• [Task data]:
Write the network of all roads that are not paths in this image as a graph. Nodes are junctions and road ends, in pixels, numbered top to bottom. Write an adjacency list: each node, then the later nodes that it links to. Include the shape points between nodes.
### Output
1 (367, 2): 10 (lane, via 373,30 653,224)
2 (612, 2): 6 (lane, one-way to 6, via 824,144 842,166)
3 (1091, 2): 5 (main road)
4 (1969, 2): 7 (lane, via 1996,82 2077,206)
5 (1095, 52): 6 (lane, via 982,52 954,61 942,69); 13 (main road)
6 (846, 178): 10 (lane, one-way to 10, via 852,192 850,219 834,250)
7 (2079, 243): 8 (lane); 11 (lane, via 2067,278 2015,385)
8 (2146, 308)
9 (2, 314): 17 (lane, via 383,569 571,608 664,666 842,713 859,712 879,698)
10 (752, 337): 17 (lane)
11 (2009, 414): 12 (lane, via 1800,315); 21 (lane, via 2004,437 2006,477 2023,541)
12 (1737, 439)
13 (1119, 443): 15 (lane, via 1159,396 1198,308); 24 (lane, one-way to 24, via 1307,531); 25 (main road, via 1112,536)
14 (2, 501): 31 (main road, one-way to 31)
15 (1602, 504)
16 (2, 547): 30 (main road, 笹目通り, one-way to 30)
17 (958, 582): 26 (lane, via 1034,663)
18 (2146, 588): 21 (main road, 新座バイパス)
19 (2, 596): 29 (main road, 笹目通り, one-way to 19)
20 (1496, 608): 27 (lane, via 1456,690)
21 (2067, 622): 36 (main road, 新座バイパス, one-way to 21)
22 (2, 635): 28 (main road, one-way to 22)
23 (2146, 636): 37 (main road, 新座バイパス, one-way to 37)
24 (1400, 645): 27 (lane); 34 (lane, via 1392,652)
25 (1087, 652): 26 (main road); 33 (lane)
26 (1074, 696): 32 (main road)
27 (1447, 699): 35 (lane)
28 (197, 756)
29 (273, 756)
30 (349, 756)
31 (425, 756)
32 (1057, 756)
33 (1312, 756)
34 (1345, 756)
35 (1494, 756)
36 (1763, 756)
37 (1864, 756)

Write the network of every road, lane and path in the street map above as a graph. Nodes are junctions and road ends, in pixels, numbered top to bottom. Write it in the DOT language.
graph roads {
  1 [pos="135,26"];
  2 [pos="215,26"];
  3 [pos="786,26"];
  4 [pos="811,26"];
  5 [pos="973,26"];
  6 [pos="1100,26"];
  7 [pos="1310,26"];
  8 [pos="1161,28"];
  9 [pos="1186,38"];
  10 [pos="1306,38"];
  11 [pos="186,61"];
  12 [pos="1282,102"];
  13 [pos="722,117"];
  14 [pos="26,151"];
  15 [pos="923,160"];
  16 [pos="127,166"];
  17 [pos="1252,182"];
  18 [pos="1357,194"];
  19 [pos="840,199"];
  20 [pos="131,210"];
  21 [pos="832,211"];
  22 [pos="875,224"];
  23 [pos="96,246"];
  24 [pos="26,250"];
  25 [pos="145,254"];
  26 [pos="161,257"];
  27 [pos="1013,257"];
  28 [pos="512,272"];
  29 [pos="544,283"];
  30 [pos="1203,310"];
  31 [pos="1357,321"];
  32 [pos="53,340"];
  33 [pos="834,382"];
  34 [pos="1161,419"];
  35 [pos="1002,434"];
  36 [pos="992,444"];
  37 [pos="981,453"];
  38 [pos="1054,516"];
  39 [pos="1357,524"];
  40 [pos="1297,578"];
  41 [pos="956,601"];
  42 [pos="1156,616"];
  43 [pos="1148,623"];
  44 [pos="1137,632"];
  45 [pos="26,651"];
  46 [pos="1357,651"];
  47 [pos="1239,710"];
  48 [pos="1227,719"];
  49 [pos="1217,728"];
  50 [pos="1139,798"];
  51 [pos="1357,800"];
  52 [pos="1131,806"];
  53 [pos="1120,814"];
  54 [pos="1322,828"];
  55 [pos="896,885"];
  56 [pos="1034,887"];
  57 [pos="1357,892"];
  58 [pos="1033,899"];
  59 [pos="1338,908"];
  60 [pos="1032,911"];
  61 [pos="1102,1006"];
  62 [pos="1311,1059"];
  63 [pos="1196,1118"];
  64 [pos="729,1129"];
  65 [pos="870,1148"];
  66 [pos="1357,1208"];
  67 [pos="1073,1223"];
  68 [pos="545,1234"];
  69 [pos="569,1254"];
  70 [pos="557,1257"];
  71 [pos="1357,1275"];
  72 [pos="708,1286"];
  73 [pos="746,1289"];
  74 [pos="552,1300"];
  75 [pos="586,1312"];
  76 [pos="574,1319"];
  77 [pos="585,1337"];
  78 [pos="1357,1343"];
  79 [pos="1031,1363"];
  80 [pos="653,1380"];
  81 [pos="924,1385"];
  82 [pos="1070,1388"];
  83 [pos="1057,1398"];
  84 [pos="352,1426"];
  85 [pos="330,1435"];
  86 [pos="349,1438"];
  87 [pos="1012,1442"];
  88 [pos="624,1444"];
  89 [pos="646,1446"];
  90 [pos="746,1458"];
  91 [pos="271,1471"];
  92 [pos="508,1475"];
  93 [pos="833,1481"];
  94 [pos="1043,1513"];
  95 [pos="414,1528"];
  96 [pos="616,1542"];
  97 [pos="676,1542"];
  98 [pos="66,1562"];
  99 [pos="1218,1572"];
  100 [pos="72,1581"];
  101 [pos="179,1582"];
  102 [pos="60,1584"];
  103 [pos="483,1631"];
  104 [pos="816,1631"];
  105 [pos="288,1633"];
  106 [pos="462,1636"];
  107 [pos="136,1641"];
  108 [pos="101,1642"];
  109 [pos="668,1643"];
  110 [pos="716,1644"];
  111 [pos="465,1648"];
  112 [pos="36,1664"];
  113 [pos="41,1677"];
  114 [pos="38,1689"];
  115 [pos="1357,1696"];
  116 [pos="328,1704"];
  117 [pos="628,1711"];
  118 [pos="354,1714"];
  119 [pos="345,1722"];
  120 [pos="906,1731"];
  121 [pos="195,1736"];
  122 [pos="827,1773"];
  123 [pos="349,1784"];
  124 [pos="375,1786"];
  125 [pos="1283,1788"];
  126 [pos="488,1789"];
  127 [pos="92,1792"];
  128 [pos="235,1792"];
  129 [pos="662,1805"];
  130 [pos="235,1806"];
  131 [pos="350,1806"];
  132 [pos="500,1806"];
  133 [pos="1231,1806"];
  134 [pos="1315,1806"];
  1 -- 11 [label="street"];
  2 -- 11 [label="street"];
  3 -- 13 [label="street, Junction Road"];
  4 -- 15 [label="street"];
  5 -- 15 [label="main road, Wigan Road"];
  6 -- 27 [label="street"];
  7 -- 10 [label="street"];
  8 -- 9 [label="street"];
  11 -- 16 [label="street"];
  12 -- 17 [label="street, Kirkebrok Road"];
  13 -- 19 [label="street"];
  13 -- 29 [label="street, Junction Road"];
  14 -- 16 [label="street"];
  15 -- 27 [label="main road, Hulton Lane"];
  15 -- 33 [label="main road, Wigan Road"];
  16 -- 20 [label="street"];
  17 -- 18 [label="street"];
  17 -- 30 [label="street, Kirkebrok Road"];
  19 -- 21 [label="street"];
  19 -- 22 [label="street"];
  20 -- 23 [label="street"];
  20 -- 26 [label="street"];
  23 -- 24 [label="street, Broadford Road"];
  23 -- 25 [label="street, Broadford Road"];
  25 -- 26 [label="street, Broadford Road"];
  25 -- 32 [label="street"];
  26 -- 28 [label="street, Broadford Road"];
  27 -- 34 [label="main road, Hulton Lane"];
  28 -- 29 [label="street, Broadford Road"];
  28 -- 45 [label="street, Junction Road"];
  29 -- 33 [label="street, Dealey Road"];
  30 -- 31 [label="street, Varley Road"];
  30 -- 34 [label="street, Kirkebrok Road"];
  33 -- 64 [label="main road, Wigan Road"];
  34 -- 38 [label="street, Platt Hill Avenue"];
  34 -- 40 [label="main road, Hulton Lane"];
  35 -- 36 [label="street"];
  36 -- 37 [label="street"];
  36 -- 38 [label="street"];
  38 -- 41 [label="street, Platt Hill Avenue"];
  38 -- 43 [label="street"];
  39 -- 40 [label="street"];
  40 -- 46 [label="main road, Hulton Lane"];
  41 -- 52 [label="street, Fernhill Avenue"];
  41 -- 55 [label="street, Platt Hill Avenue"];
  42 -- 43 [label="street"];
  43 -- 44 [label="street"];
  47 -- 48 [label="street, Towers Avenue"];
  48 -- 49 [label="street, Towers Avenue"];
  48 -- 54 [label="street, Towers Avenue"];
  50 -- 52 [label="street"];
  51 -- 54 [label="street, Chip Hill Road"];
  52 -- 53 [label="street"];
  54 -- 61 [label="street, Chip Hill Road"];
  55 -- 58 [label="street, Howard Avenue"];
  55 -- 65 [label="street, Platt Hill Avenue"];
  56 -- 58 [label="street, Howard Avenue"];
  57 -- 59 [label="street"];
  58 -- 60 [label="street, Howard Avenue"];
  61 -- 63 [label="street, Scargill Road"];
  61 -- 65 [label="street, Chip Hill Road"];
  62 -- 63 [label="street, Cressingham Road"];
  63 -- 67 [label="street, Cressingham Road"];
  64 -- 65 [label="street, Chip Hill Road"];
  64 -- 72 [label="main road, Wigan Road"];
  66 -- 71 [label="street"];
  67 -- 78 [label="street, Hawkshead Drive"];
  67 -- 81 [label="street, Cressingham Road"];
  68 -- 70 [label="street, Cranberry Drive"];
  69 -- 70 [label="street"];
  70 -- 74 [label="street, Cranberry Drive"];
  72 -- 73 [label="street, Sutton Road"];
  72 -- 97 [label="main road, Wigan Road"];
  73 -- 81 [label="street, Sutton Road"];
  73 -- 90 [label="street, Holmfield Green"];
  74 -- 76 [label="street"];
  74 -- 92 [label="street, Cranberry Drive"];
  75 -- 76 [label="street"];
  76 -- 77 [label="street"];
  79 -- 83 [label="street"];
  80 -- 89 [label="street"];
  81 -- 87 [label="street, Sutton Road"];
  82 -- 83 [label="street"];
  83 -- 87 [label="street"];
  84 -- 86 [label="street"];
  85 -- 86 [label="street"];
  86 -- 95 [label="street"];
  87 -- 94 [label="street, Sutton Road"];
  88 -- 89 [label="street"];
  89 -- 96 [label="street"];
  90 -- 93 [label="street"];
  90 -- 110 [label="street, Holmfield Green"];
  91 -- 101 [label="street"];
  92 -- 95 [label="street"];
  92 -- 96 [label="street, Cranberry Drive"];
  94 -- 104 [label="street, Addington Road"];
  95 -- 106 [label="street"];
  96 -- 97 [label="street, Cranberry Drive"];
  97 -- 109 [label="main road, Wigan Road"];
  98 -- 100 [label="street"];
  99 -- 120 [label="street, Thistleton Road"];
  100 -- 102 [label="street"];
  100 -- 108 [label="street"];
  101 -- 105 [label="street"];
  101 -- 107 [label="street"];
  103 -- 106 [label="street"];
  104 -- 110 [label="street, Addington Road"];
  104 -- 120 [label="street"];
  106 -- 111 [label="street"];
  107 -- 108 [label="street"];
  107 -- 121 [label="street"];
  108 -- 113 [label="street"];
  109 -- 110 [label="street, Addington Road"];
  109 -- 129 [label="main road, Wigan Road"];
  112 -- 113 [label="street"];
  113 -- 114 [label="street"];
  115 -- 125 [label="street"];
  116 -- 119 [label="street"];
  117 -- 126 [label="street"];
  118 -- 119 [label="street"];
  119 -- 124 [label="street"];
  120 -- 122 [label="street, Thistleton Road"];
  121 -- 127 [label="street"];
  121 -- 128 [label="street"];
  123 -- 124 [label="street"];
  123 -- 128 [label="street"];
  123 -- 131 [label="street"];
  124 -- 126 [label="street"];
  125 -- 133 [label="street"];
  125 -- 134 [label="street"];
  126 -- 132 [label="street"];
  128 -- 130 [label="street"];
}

• [What you are asked to do]: All lines in the records that contain "Drive" are to be copied and returned.

• [Response to the exercise]:
  67 -- 78 [label="street, Hawkshead Drive"];
  68 -- 70 [label="street, Cranberry Drive"];
  70 -- 74 [label="street, Cranberry Drive"];
  74 -- 92 [label="street, Cranberry Drive"];
  92 -- 96 [label="street, Cranberry Drive"];
  96 -- 97 [label="street, Cranberry Drive"];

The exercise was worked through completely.